* [WORK REQUEST]
Report each line of the records below that uses the word "setLineDash".

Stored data
◇ ◇ ◇ ◇ ◇

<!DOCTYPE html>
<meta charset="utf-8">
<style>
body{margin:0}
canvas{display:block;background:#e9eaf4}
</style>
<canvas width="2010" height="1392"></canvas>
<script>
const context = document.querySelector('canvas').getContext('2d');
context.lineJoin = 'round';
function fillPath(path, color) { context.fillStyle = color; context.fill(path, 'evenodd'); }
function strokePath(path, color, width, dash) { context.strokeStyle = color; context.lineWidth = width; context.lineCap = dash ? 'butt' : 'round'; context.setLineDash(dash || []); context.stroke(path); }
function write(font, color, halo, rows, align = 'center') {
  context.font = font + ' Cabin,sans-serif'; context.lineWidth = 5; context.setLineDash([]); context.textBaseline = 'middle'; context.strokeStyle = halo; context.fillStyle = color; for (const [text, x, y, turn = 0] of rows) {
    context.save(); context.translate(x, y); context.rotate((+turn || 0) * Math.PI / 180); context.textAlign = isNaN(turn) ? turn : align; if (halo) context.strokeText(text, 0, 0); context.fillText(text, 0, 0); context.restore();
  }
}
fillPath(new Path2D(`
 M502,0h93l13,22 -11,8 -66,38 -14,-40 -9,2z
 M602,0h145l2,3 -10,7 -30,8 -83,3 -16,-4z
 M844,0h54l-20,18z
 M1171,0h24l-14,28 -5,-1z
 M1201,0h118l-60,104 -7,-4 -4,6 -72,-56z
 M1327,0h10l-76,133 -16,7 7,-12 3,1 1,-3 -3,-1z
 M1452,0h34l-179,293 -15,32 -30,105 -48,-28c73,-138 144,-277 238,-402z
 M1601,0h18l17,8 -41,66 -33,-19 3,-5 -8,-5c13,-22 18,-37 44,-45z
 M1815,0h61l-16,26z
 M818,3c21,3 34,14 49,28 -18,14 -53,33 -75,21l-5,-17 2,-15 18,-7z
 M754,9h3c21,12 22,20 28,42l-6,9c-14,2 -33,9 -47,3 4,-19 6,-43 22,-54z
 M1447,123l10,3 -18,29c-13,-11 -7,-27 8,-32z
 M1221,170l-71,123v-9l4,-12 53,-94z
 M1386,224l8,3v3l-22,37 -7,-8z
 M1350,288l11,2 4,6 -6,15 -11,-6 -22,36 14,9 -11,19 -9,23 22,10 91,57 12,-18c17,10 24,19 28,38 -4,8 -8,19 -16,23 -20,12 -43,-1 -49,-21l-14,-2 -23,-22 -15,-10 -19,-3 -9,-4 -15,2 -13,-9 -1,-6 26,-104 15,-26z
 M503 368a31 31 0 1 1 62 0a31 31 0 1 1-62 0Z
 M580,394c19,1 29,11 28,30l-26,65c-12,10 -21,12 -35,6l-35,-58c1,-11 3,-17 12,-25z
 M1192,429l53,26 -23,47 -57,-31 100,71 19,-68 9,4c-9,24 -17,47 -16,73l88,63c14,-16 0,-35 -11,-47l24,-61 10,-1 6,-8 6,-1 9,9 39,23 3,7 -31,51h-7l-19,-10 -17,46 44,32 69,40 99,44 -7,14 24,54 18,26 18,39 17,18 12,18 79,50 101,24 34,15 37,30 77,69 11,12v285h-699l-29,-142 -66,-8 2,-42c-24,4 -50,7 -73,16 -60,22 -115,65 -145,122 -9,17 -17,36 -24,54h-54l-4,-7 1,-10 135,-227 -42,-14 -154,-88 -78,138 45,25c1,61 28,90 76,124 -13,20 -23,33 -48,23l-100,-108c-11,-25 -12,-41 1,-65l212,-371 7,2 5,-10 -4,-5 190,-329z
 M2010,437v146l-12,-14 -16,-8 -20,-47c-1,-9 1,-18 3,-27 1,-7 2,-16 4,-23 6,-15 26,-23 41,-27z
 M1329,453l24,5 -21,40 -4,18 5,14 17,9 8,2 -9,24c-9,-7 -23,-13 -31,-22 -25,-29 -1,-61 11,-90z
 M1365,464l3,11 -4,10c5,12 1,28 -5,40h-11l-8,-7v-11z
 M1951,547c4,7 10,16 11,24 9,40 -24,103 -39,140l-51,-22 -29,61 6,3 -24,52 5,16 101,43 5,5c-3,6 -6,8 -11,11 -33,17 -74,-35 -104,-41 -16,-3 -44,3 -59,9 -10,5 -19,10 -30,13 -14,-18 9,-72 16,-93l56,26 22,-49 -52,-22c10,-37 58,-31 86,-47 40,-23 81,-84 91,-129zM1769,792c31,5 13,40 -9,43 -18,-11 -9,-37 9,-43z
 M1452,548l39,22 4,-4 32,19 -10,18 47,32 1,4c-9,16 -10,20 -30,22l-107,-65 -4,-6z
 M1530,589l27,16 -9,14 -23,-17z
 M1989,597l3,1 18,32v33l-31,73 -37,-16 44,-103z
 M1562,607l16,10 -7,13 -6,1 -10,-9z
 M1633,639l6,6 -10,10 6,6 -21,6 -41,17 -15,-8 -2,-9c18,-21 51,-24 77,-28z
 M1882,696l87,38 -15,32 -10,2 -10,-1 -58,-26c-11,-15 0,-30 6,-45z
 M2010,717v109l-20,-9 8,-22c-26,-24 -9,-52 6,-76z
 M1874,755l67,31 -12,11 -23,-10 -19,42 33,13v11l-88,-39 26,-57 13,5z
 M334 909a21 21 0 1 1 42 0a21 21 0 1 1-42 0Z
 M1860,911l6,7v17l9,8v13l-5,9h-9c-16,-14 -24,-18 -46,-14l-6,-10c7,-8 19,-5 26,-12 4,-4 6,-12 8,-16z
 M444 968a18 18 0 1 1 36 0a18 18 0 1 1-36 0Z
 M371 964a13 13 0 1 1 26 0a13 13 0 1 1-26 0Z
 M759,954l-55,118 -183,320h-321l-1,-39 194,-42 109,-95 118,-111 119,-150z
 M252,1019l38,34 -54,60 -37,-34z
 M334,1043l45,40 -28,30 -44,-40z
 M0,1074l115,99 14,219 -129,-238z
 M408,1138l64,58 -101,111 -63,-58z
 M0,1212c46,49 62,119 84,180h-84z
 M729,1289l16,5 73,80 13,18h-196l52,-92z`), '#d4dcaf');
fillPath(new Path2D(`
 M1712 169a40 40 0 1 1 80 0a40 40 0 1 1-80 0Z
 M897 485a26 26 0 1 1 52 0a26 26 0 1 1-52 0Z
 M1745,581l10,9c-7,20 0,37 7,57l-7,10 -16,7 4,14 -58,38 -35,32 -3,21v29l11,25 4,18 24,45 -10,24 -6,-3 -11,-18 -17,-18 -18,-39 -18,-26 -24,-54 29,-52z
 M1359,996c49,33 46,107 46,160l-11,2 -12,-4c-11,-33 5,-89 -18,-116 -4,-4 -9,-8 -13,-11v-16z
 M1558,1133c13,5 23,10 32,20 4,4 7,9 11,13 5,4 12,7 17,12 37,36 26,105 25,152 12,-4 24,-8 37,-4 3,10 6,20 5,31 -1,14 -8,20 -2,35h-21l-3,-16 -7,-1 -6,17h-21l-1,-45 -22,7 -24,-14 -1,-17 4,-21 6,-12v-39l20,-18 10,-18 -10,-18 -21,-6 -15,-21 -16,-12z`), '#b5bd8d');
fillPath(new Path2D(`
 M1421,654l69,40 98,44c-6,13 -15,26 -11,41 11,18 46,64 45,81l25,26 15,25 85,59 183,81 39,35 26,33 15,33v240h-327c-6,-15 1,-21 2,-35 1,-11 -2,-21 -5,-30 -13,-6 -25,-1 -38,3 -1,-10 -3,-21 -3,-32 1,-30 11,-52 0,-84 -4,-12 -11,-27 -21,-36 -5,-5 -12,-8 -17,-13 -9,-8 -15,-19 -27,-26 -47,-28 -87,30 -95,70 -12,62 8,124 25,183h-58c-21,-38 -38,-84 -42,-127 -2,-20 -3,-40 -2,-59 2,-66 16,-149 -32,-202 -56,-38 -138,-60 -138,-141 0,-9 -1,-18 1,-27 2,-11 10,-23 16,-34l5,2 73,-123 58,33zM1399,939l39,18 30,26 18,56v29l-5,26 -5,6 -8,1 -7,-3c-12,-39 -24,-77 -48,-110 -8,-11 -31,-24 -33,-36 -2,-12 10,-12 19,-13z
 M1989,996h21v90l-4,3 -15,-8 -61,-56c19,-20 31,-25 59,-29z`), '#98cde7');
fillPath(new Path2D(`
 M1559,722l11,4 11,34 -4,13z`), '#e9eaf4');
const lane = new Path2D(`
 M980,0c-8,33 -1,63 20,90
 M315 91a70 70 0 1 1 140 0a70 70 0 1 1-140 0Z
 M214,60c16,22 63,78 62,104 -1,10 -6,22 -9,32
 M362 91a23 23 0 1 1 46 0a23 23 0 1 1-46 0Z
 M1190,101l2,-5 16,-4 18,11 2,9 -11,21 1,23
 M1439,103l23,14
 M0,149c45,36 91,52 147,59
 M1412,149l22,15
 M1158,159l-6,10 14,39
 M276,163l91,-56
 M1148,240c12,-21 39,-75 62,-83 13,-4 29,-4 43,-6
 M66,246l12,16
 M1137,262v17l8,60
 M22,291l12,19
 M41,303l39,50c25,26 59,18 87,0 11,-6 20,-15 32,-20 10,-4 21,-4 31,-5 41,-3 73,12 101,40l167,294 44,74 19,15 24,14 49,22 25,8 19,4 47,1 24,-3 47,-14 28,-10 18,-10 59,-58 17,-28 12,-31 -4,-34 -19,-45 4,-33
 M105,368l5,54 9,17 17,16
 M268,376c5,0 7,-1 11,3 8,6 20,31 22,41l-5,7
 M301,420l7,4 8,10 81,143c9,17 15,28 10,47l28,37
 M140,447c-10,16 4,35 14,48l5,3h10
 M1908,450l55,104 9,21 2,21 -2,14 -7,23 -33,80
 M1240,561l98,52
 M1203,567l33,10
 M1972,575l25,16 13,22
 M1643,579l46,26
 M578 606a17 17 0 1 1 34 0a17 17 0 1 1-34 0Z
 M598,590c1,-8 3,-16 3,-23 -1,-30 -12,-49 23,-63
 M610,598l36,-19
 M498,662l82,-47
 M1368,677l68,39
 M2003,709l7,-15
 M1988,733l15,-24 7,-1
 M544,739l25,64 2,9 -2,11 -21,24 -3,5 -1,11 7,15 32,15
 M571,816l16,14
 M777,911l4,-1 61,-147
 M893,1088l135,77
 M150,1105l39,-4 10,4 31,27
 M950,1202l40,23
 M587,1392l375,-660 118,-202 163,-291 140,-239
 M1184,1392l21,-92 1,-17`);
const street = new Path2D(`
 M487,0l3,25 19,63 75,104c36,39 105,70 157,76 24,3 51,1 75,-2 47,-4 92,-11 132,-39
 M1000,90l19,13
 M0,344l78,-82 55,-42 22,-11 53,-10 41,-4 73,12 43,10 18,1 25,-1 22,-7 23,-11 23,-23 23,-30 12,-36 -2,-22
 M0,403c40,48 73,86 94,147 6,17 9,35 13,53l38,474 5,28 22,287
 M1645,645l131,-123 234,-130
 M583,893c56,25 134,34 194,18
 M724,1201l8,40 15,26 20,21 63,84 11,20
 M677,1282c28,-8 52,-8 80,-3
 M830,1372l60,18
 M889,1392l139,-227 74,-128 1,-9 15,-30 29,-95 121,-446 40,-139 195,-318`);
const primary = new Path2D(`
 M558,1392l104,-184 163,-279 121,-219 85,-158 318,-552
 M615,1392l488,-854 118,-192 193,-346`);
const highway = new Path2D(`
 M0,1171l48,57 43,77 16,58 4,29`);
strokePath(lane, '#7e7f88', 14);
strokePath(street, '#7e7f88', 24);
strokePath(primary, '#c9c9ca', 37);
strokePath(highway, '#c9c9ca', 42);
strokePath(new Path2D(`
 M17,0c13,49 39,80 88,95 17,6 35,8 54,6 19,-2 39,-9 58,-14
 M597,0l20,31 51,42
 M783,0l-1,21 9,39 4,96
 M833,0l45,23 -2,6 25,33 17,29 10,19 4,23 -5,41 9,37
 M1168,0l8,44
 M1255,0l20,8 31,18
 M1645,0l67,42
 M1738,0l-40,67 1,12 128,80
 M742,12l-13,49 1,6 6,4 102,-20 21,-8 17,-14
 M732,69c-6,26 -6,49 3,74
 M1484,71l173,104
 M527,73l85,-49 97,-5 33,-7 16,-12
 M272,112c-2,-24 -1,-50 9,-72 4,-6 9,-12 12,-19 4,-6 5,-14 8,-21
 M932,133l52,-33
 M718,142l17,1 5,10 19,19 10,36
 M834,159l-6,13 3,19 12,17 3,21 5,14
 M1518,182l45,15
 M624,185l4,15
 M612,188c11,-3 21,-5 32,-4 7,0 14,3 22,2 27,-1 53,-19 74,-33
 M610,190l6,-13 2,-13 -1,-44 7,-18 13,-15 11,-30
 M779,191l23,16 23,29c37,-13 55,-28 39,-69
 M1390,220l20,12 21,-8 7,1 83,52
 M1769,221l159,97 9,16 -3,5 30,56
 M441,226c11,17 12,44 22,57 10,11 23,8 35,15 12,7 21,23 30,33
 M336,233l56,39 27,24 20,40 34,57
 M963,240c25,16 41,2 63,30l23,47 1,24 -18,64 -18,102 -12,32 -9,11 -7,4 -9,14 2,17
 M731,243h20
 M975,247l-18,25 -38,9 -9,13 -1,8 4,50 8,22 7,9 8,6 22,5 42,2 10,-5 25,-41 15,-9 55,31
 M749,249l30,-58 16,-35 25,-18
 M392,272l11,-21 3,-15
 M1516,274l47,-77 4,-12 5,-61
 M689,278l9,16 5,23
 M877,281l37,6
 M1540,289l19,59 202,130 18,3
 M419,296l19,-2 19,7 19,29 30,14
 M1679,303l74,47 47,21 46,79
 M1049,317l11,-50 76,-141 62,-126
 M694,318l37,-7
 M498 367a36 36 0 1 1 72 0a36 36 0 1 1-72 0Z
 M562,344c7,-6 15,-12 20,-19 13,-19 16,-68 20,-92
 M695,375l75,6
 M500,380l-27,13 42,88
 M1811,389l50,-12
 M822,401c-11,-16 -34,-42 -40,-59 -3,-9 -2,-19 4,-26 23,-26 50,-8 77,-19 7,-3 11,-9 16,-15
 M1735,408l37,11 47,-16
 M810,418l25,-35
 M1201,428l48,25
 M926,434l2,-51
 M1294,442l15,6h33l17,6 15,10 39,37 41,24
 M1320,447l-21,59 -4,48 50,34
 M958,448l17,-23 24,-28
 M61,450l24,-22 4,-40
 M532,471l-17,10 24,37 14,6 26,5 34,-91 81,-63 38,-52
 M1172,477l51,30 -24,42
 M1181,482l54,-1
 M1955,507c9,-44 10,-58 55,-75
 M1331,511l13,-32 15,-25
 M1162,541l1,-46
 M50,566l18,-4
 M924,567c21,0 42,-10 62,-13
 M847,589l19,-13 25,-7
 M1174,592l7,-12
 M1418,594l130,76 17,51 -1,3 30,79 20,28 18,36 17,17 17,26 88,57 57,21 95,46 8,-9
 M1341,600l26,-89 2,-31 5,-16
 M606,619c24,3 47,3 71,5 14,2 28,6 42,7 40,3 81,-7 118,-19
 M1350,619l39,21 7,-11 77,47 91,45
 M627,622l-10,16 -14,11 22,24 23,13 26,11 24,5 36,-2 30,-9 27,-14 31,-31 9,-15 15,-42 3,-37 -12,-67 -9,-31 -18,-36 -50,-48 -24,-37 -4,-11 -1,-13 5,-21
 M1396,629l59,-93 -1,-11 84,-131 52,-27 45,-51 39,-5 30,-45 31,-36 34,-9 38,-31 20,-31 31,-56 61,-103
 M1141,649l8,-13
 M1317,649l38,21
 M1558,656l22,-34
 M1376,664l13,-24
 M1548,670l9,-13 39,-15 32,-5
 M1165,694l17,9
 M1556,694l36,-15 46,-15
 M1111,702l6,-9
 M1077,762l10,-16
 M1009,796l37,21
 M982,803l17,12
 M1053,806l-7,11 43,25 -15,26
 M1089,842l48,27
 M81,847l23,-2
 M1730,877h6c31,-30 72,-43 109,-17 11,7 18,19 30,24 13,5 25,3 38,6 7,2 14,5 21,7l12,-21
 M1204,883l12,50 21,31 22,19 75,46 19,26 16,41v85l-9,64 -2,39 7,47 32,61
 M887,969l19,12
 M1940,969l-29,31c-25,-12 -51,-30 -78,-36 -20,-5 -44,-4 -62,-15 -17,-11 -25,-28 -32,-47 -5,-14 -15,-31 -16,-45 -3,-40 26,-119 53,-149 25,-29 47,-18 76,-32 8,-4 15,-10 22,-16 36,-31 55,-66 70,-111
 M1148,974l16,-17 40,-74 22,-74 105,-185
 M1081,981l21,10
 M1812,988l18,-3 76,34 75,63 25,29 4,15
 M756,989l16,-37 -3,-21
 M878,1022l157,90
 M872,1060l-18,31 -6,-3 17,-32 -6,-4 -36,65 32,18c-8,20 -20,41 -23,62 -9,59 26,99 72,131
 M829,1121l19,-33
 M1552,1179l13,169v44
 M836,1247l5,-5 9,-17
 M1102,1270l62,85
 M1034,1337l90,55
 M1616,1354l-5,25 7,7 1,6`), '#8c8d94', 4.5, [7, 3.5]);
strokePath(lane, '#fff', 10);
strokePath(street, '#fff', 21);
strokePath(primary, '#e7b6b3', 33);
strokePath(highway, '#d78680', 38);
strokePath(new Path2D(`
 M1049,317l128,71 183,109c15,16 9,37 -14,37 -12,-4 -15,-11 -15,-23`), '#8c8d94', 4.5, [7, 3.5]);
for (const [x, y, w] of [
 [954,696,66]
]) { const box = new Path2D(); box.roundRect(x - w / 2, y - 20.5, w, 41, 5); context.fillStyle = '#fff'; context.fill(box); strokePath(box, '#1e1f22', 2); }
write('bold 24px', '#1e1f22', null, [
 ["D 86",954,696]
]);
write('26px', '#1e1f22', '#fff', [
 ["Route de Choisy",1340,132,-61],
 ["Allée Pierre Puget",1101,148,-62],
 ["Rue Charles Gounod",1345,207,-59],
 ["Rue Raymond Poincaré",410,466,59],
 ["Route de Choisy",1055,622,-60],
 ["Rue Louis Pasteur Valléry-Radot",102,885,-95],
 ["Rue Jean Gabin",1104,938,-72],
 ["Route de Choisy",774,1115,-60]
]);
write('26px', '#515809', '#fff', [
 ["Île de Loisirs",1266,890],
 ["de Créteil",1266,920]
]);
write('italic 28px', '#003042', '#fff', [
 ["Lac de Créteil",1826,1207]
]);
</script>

◇ ◇ ◇ ◇ ◇

* [ANSWER SPACE]
function strokePath(path, color, width, dash) { context.strokeStyle = color; context.lineWidth = width; context.lineCap = dash ? 'butt' : 'round'; context.setLineDash(dash || []); context.stroke(path); }
  context.font = font + ' Cabin,sans-serif'; context.lineWidth = 5; context.setLineDash([]); context.textBaseline = 'middle'; context.strokeStyle = halo; context.fillStyle = color; for (const [text, x, y, turn = 0] of rows) {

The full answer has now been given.